Is it a little extreme to begin a review by emphatically stating that Florian Habicht’s Love Story is the most interesting development in New Zealand cinema in over a decade? The film, though ostensibly a simple love story, casts its light on the role of cinema in the 21st century and the power of people.
Florian Habicht (documenting and acting himself) is a New Zealander living in New York. After encountering a beautiful woman on the subway, he decides to film their love story. The film, or at least the first two acts, can be divided into two distinct parts—those in which Florian the filmmaker takes his handycam walking round the streets of New York, asking ordinary New Yorkers for ideas on what to film next, and the scenes in which these suggestions are movingly or comically interpreted to create the dreamlike love story of Florian and Masha. It sounds complicated, but it’s (at least initially) gloriously simple; a love story written and filmed simultaneously, on the streets of New York.

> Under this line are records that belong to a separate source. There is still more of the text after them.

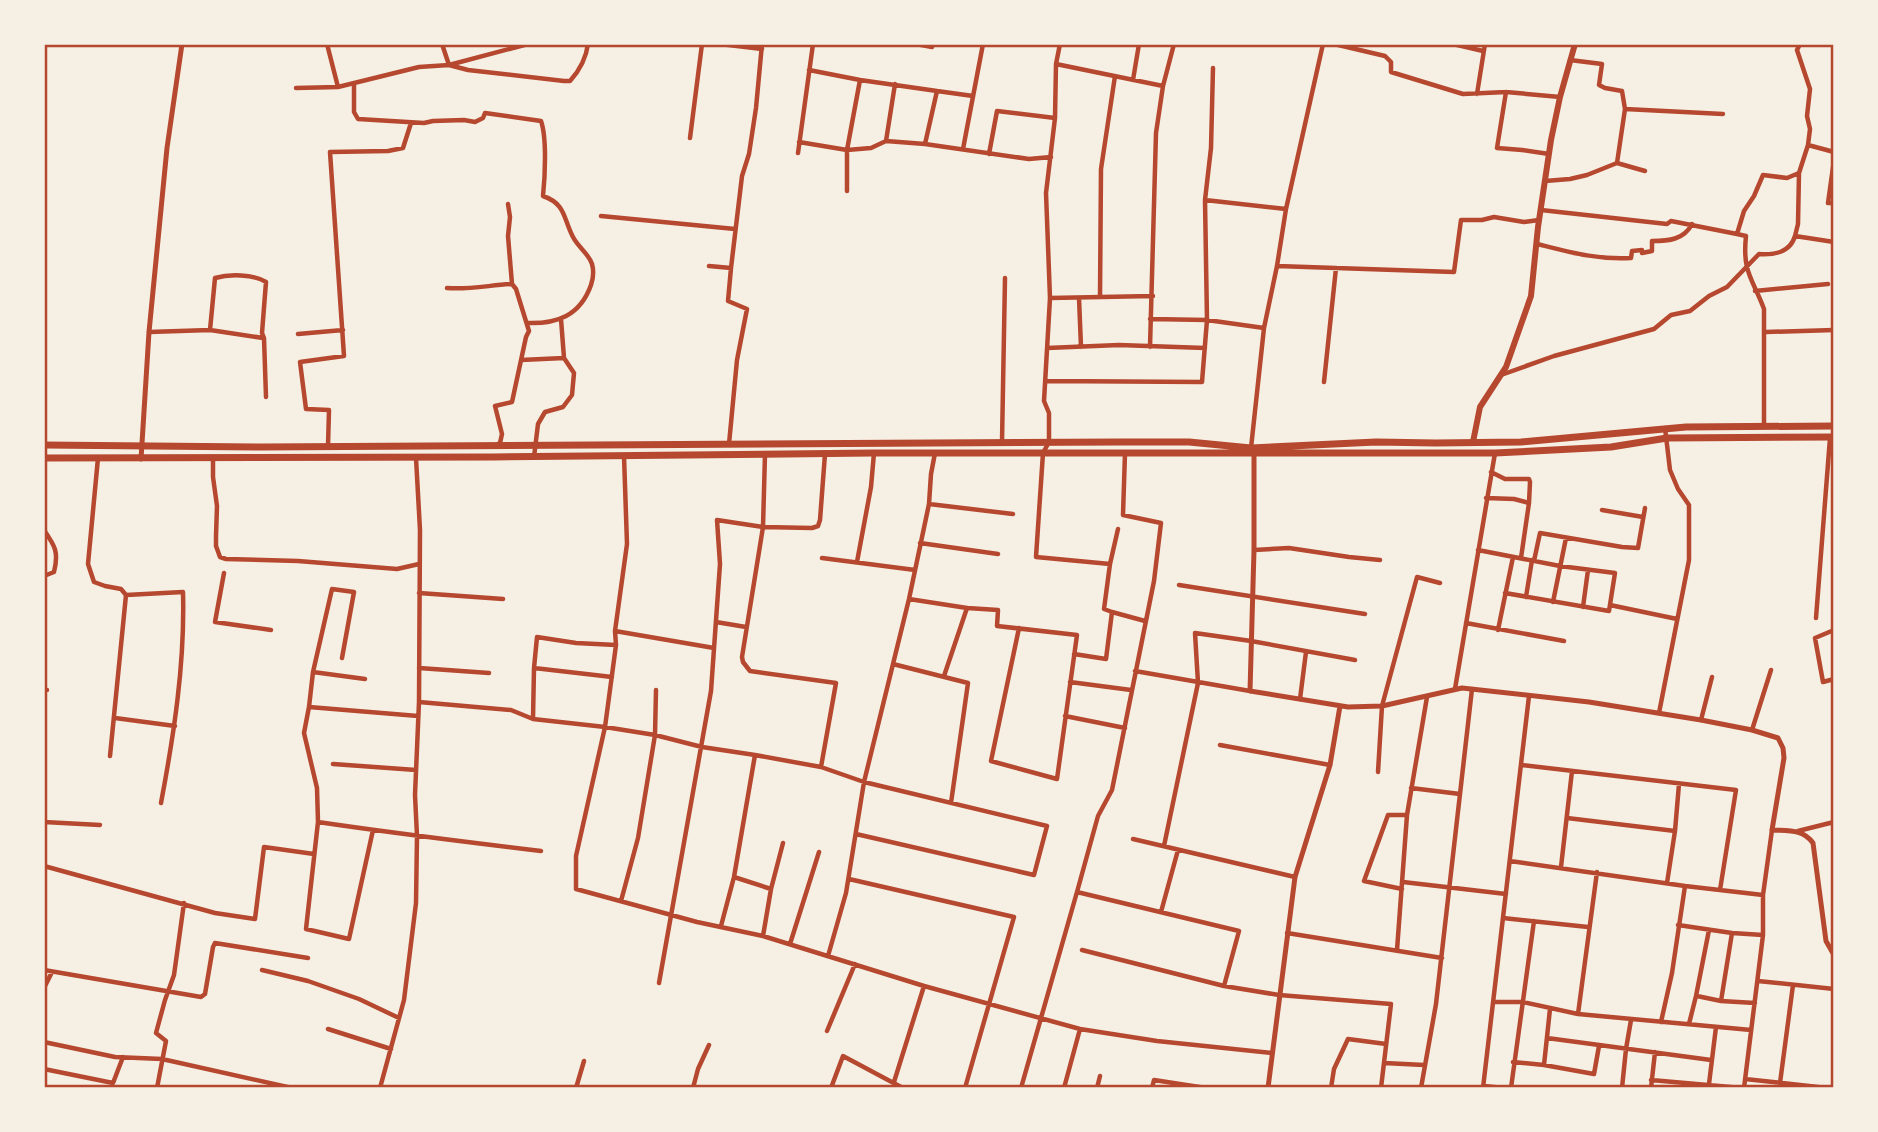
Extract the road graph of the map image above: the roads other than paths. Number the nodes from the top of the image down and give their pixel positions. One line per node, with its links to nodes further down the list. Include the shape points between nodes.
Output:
1 (182, 44): 98 (street)
2 (327, 44): 34 (street)
3 (442, 44): 25 (street)
4 (527, 44): 25 (street)
5 (588, 44): 25 (street, via 582,66 570,81)
6 (702, 44): 45 (street)
7 (720, 44): 21 (street)
8 (813, 44): 27 (street)
9 (916, 44): 10 (street)
10 (933, 44)
11 (983, 44): 39 (street)
12 (1060, 44): 24 (street)
13 (1139, 44): 30 (street)
14 (1174, 44): 33 (street)
15 (1323, 44): 66 (street)
16 (1334, 44): 38 (street, via 1385,56 1391,62 1391,72)
17 (1453, 44): 22 (street)
18 (1485, 44): 22 (street)
19 (1575, 44): 23 (main road)
20 (1800, 44): 49 (street, via 1797,50 1810,89)
21 (762, 46): 71 (street)
22 (1483, 51): 38 (street)
23 (1570, 60): 40 (main road); 41 (street, via 1602,64 1599,85 1622,92)
24 (1056, 64): 28 (street); 43 (street)
25 (449, 65): 31 (street)
26 (1213, 68): 63 (street)
27 (809, 70): 29 (street); 47 (street)
28 (1115, 76): 30 (street); 87 (street, via 1101,169)
29 (860, 80): 32 (street); 51 (street)
30 (1133, 80): 33 (street)
31 (354, 83): 34 (street); 44 (street, via 358,119)
32 (895, 84): 36 (street); 46 (street)
33 (1163, 86): 86 (street, via 1156,132)
34 (338, 87): 35 (street)
35 (296, 88)
36 (937, 91): 39 (street); 48 (street)
37 (1506, 92): 38 (street); 40 (street); 55 (street, via 1497,148)
38 (1477, 94)
39 (973, 96): 50 (street)
40 (1560, 97): 55 (main road)
41 (1625, 109): 42 (street); 58 (street)
42 (1723, 114)
43 (1055, 118): 54 (street, via 997,111); 56 (street)
44 (411, 122): 90 (street, via 475,122 485,113 541,121 543,196 562,209 574,238 592,263 588,293 578,309); 96 (street, via 403,148 330,152)
45 (690, 138)
46 (886, 141): 48 (street); 51 (street)
47 (799, 142): 51 (street); 53 (street)
48 (925, 144): 50 (street)
49 (1808, 145): 52 (street); 60 (street)
50 (963, 149): 54 (street)
51 (847, 150): 62 (street)
52 (1834, 152)
53 (798, 153)
54 (989, 154): 56 (street)
55 (1549, 155): 61 (main road)
56 (1051, 157): 89 (street, via 1046,194)
57 (1834, 160): 64 (street, via 1828,203)
58 (1617, 163): 59 (street); 61 (street, via 1587,175)
59 (1645, 170)
60 (1799, 173): 72 (street, via 1787,178 1763,175); 73 (street)
61 (1545, 181): 67 (main road)
62 (847, 191)
63 (1205, 200): 66 (street); 92 (street)
64 (1834, 203)
65 (508, 204): 82 (street)
66 (1286, 209): 77 (street)
67 (1541, 211): 69 (main road); 70 (street)
68 (601, 216): 71 (street)
69 (1539, 220): 75 (main road); 79 (street, via 1461,220 1454,272)
70 (1692, 224): 72 (street); 75 (street, via 1670,241 1651,241 1652,251 1632,251 1631,258 1607,259)
71 (735, 229): 78 (street)
72 (1737, 234): 80 (street, via 1746,236)
73 (1795, 236): 74 (street); 80 (street, via 1788,249 1759,254)
74 (1834, 242)
75 (1536, 244): 108 (main road, via 1531,296)
76 (709, 266): 78 (street)
77 (1277, 266): 79 (street); 94 (street)
78 (731, 268): 120 (street, via 729,301 747,309)
79 (1336, 268): 110 (street)
80 (1746, 269): 85 (street); 108 (street, via 1727,288 1690,311 1671,315 1654,329 1554,356)
81 (1005, 278): 117 (street)
82 (512, 284): 84 (street); 93 (street)
83 (1828, 284): 85 (street)
84 (447, 288)
85 (1755, 291): 99 (street, via 1765,309)
86 (1153, 296): 87 (street); 91 (street)
87 (1100, 297): 88 (street)
88 (1079, 298): 89 (street); 102 (street)
89 (1049, 299): 104 (street)
90 (561, 319): 93 (street); 106 (street)
91 (1150, 319): 92 (street); 103 (street)
92 (1207, 320): 94 (street); 105 (street)
93 (527, 323): 107 (street)
94 (1264, 328): 126 (street)
95 (210, 330): 98 (street); 101 (street); 101 (street, via 215,278 259,278 266,282)
96 (342, 330): 100 (street); 124 (street, via 344,356 300,362 306,409 329,410)
97 (1834, 330): 99 (street)
98 (149, 331): 123 (street)
99 (1766, 332): 112 (street)
100 (298, 334)
101 (264, 338): 111 (street)
102 (1081, 347): 103 (street); 104 (street)
103 (1150, 347): 105 (street)
104 (1046, 348): 109 (street)
105 (1205, 348): 109 (street, via 1202,382)
106 (564, 358): 107 (street); 122 (street, via 574,373 572,395 563,407 545,412)
107 (521, 360): 125 (street, via 512,402 495,406 502,434)
108 (1501, 376): 118 (main road, via 1480,407)
109 (1045, 381): 119 (street)
110 (1324, 382)
111 (266, 397)
112 (1764, 426): 113 (highway); 114 (highway)
113 (1834, 426)
114 (1665, 428): 116 (street); 118 (highway)
115 (1832, 437): 116 (highway); 185 (street)
116 (1667, 439): 131 (highway); 186 (street, via 1670,470 1689,505 1689,560)
117 (1002, 442): 119 (highway); 120 (highway)
118 (1473, 442): 126 (highway, via 1376,442)
119 (1049, 443): 126 (highway, via 1189,442); 129 (street)
120 (729, 444): 122 (highway)
121 (44, 445): 123 (highway)
122 (535, 445): 125 (highway); 135 (street)
123 (142, 446): 124 (highway); 139 (street)
124 (328, 446): 125 (highway)
125 (494, 446)
126 (1253, 451): 130 (highway); 131 (highway); 155 (street)
127 (874, 453): 128 (highway); 133 (highway); 162 (street)
128 (935, 453): 129 (highway); 144 (street)
129 (1043, 453): 130 (highway); 164 (street, via 1036,557)
130 (1125, 453): 187 (street, via 1123,515 1161,523)
131 (1495, 453): 141 (street)
132 (765, 454): 133 (highway); 134 (highway); 149 (street)
133 (825, 454): 149 (street, via 818,526)
134 (624, 456): 135 (highway); 195 (street, via 627,544)
135 (534, 457): 138 (highway)
136 (98, 458): 139 (highway); 140 (highway); 174 (street, via 88,564 94,582 121,589)
137 (213, 458): 138 (highway); 139 (highway); 163 (street, via 220,557 397,569)
138 (416, 458): 163 (street)
139 (141, 459)
140 (44, 460)
141 (1490, 472): 142 (street); 143 (street, via 1505,479 1529,479)
142 (1486, 498): 143 (street); 154 (street)
143 (1529, 503): 159 (street)
144 (929, 504): 147 (street); 153 (street)
145 (1644, 508): 148 (street)
146 (1602, 510): 148 (street)
147 (1013, 513)
148 (1643, 517): 152 (street, via 1638,548)
149 (764, 527): 188 (street, via 717,520); 190 (street)
150 (1118, 529): 164 (street)
151 (44, 530): 169 (street, via 55,546 56,565 54,572)
152 (1566, 537): 161 (street, via 1540,533); 165 (street)
153 (920, 543): 156 (street); 167 (street)
154 (1478, 550): 157 (street); 189 (street)
155 (1254, 551): 160 (street, via 1289,548); 175 (street)
156 (998, 554)
157 (1513, 557): 159 (street); 173 (street)
158 (822, 558): 162 (street)
159 (1521, 558): 161 (street)
160 (1380, 560)
161 (1533, 561): 165 (street); 176 (street)
162 (857, 562): 167 (street)
163 (419, 564): 172 (street)
164 (1110, 564): 183 (street, via 1104,609)
165 (1560, 566): 166 (street); 179 (street)
166 (1588, 569): 180 (street, via 1615,573); 181 (street)
167 (915, 570): 178 (street)
168 (224, 573): 194 (street, via 215,622)
169 (44, 576)
170 (1440, 583): 228 (street, via 1416,577)
171 (1180, 585): 175 (street)
172 (419, 593): 177 (street); 205 (street)
173 (1505, 593): 176 (street); 192 (street)
174 (126, 595): 233 (street); 236 (street, via 183,592)
175 (1252, 597): 184 (street); 197 (street)
176 (1526, 597): 179 (street)
177 (503, 599)
178 (909, 599): 182 (street); 204 (street)
179 (1553, 602): 181 (street)
180 (1610, 605): 181 (street, via 1609,611); 186 (street)
181 (1583, 607)
182 (967, 608): 191 (street, via 998,610 997,626); 211 (street)
183 (1112, 612): 187 (street); 201 (street, via 1106,659)
184 (1364, 614)
185 (1816, 618)
186 (1677, 619): 230 (street)
187 (1145, 621): 208 (street)
188 (716, 622): 190 (street); 199 (street)
189 (1466, 623): 192 (street); 221 (street)
190 (746, 627): 248 (street, via 742,657 750,671 836,683)
191 (1019, 628): 201 (street, via 1077,635); 232 (street, via 991,761 1057,779)
192 (1497, 630): 196 (street)
193 (1834, 630): 214 (street, via 1815,638 1823,682)
194 (271, 631)
195 (615, 631): 198 (street); 199 (street)
196 (1564, 640)
197 (1251, 641): 200 (street); 217 (street, via 1195,633); 222 (street)
198 (615, 645): 206 (street, via 537,637); 212 (street)
199 (715, 648): 242 (street)
200 (1306, 652): 203 (street); 225 (street)
201 (1074, 654): 216 (street)
202 (342, 658): 209 (street, via 354,592 332,589)
203 (1355, 660)
204 (893, 664): 211 (street); 252 (street)
205 (419, 668): 210 (street); 226 (street)
206 (534, 668): 212 (street); 234 (street)
207 (1771, 670): 239 (street)
208 (1135, 671): 217 (street); 220 (street)
209 (313, 672): 215 (street); 229 (street)
210 (489, 673)
211 (944, 676): 257 (street, via 968,683)
212 (612, 677): 237 (street)
213 (1712, 677): 235 (street)
214 (1834, 678)
215 (365, 679)
216 (1070, 682): 220 (street); 232 (street)
217 (1198, 683): 222 (street); 272 (street)
218 (1472, 689): 221 (street); 224 (street); 255 (street)
219 (656, 690): 240 (street)
220 (1131, 690): 238 (street)
221 (1455, 690): 223 (street)
222 (1250, 691): 225 (street)
223 (1427, 696): 228 (street); 254 (street)
224 (1529, 696): 230 (street); 247 (street)
225 (1300, 699): 227 (street)
226 (419, 702): 231 (street); 234 (street, via 511,709)
227 (1340, 706): 228 (street); 246 (street)
228 (1382, 706): 251 (street)
229 (309, 707): 231 (street); 261 (street, via 304,733 317,788)
230 (1659, 713): 235 (street)
231 (418, 716): 249 (street)
232 (1066, 716): 238 (street)
233 (115, 718): 236 (street); 244 (street)
234 (533, 719): 237 (street)
235 (1701, 720): 239 (street)
236 (175, 726): 256 (street)
237 (605, 727): 240 (street); 294 (street, via 576,856 576,889)
238 (1125, 728): 291 (street, via 1112,790 1098,816)
239 (1752, 730): 265 (street, via 1778,737 1783,748)
240 (655, 735): 242 (street); 294 (street, via 638,838)
241 (1220, 745): 246 (street)
242 (702, 747): 243 (street); 297 (street)
243 (755, 755): 248 (street); 281 (street)
244 (110, 756)
245 (333, 764): 249 (street)
246 (1330, 765): 282 (street)
247 (1521, 765): 250 (street); 277 (street)
248 (821, 767): 252 (street)
249 (416, 770): 269 (street)
250 (1572, 771): 253 (street); 259 (street)
251 (1378, 772)
252 (864, 782): 257 (street); 268 (street)
253 (1679, 784): 266 (street); 290 (street, via 1736,790)
254 (1411, 788): 255 (street); 258 (street)
255 (1460, 794): 288 (street)
256 (161, 803)
257 (951, 803): 268 (street, via 1047,826 1034,874)
258 (1407, 815): 284 (street); 289 (street, via 1388,815 1364,881)
259 (1567, 818): 266 (street); 279 (street)
260 (44, 822): 263 (street)
261 (318, 822): 264 (street); 276 (street)
262 (1834, 822): 267 (street)
263 (100, 825)
264 (373, 830): 269 (street); 276 (street, via 349,939 306,929)
265 (1772, 830): 267 (street); 293 (street)
266 (1675, 831): 285 (street)
267 (1798, 831): 311 (street, via 1813,843 1826,941)
268 (856, 834): 283 (street)
269 (417, 836): 274 (street); 337 (street, via 416,904)
270 (1133, 839): 272 (street)
271 (783, 843): 287 (street)
272 (1164, 846): 273 (street)
273 (1178, 849): 282 (street); 296 (street)
274 (541, 851)
275 (820, 852): 308 (street)
276 (314, 854): 295 (street, via 264,846 255,919)
277 (1510, 861): 279 (street); 292 (street)
278 (44, 866): 295 (street)
279 (1560, 867): 280 (street)
280 (1597, 872): 285 (street); 302 (street)
281 (734, 877): 287 (street); 301 (street)
282 (1295, 877): 304 (street)
283 (849, 879): 312 (street); 332 (street, via 1014,917)
284 (1402, 882): 288 (street); 289 (street)
285 (1667, 883): 286 (street)
286 (1685, 886): 290 (street); 300 (street)
287 (771, 888): 307 (street)
288 (1450, 888): 292 (street); 314 (street)
289 (1402, 889): 310 (street)
290 (1720, 890): 293 (street)
291 (1077, 892): 296 (street); 336 (street)
292 (1506, 894): 298 (street)
293 (1763, 895): 306 (street)
294 (621, 901): 297 (street)
295 (184, 903): 326 (street)
296 (1161, 912): 323 (street, via 1238,931)
297 (672, 914): 301 (street); 320 (street)
298 (1503, 918): 299 (street); 330 (street)
299 (1534, 921): 302 (street); 331 (street)
300 (1678, 925): 303 (street); 339 (street)
301 (722, 926): 307 (street)
302 (1588, 927): 335 (street)
303 (1709, 930): 305 (street); 328 (street)
304 (1287, 933): 310 (street); 327 (street)
305 (1732, 933): 306 (street); 329 (street)
306 (1763, 935): 319 (street)
307 (763, 936): 308 (street)
308 (790, 944): 312 (street)
309 (1082, 950): 323 (street)
310 (1397, 950): 314 (street)
311 (1834, 955)
312 (828, 956): 315 (street)
313 (308, 958): 326 (street, via 215,943 205,994)
314 (1442, 958): 361 (street)
315 (855, 964): 322 (street); 345 (street)
316 (44, 970): 318 (street)
317 (262, 970): 337 (street, via 308,981)
318 (52, 972): 324 (street); 326 (street)
319 (1758, 981): 321 (street); 333 (street)
320 (659, 983)
321 (1793, 985): 325 (street); 369 (street)
322 (924, 986): 332 (street); 368 (street)
323 (1224, 986): 327 (street)
324 (44, 988)
325 (1834, 989)
326 (168, 992): 356 (street, via 156,1033 166,1041)
327 (1279, 995): 348 (street, via 1391,1004); 354 (street)
328 (1696, 996): 329 (street); 340 (street)
329 (1721, 1001): 333 (street)
330 (1493, 1002): 331 (street); 371 (street)
331 (1523, 1002): 334 (street); 359 (street)
332 (989, 1003): 336 (street); 380 (street)
333 (1755, 1003): 344 (street)
334 (1550, 1009): 335 (street); 346 (street)
335 (1578, 1014): 338 (street)
336 (1040, 1017): 343 (street); 381 (street)
337 (399, 1018): 351 (street)
338 (1631, 1020): 339 (street); 352 (street)
339 (1661, 1022): 340 (street)
340 (1689, 1024): 341 (street)
341 (1716, 1027): 344 (street); 357 (street)
342 (328, 1029): 351 (street)
343 (1080, 1029): 354 (street); 382 (street)
344 (1751, 1030): 365 (street)
345 (827, 1031)
346 (1547, 1038): 350 (street); 362 (street)
347 (44, 1042): 355 (street)
348 (1386, 1044): 360 (street); 387 (street, via 1348,1039)
349 (709, 1045): 377 (street)
350 (1599, 1046): 352 (street); 362 (street, via 1594,1074)
351 (391, 1049): 375 (street)
352 (1626, 1049): 353 (street); 392 (street)
353 (1655, 1052): 357 (street); 366 (street)
354 (1272, 1053): 386 (street)
355 (123, 1057): 356 (street); 363 (street, via 113,1083)
356 (162, 1059): 373 (street); 374 (street)
357 (1712, 1060): 370 (street)
358 (584, 1061): 376 (street)
359 (1514, 1062): 362 (street); 391 (street)
360 (1384, 1063): 361 (street); 388 (street)
361 (1424, 1065): 389 (street)
362 (1544, 1065)
363 (44, 1069)
364 (1100, 1076): 383 (street)
365 (1745, 1079): 369 (street); 394 (street)
366 (1651, 1080): 370 (street); 393 (street)
367 (1834, 1080): 396 (street)
368 (894, 1083): 378 (street, via 843,1056); 379 (street)
369 (1780, 1083): 372 (street)
370 (1709, 1084): 394 (street)
371 (1483, 1087): 390 (street)
372 (1797, 1087): 395 (street)
373 (157, 1088)
374 (292, 1088)
375 (380, 1088)
376 (576, 1088)
377 (693, 1088)
378 (831, 1088)
379 (903, 1088)
380 (965, 1088)
381 (1021, 1088)
382 (1064, 1088)
383 (1097, 1088)
384 (1152, 1088): 385 (street, via 1154,1080)
385 (1206, 1088)
386 (1268, 1088)
387 (1331, 1088)
388 (1381, 1088)
389 (1421, 1088)
390 (1504, 1088)
391 (1511, 1088)
392 (1622, 1088)
393 (1651, 1088)
394 (1743, 1088)
395 (1827, 1088)
396 (1833, 1088)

This balance is so wonderfully simple and seductive, it lulls both the audience and filmmaker Florian into believing it might possibly be permanent. Then Masha, still ‘acting’, pauses and tells Florian, ‘you know I’m still acting’. Galatea leaves her podium, Pygmalion is bereft; Florian and his audience seem equally shocked that they could have been so gullible as to believe this state of self-perpetuating filmmaking could sustain the dream forever, but that’s the point. For both love and cinema, it is all too easy for us to get caught in self-perpetuating dreams of illusion, trapped within ourselves rather than communicating with each other.
Habicht’s film is successful because it eloquently and emotionally serves us these dreams while subtly undermining them, reminding us they can never be sustainable or true. His simple formula articulates the painful truth, that all love stories are part documentary and part fiction. This perfect dichotomy, both within the film and in real life, can never last forever.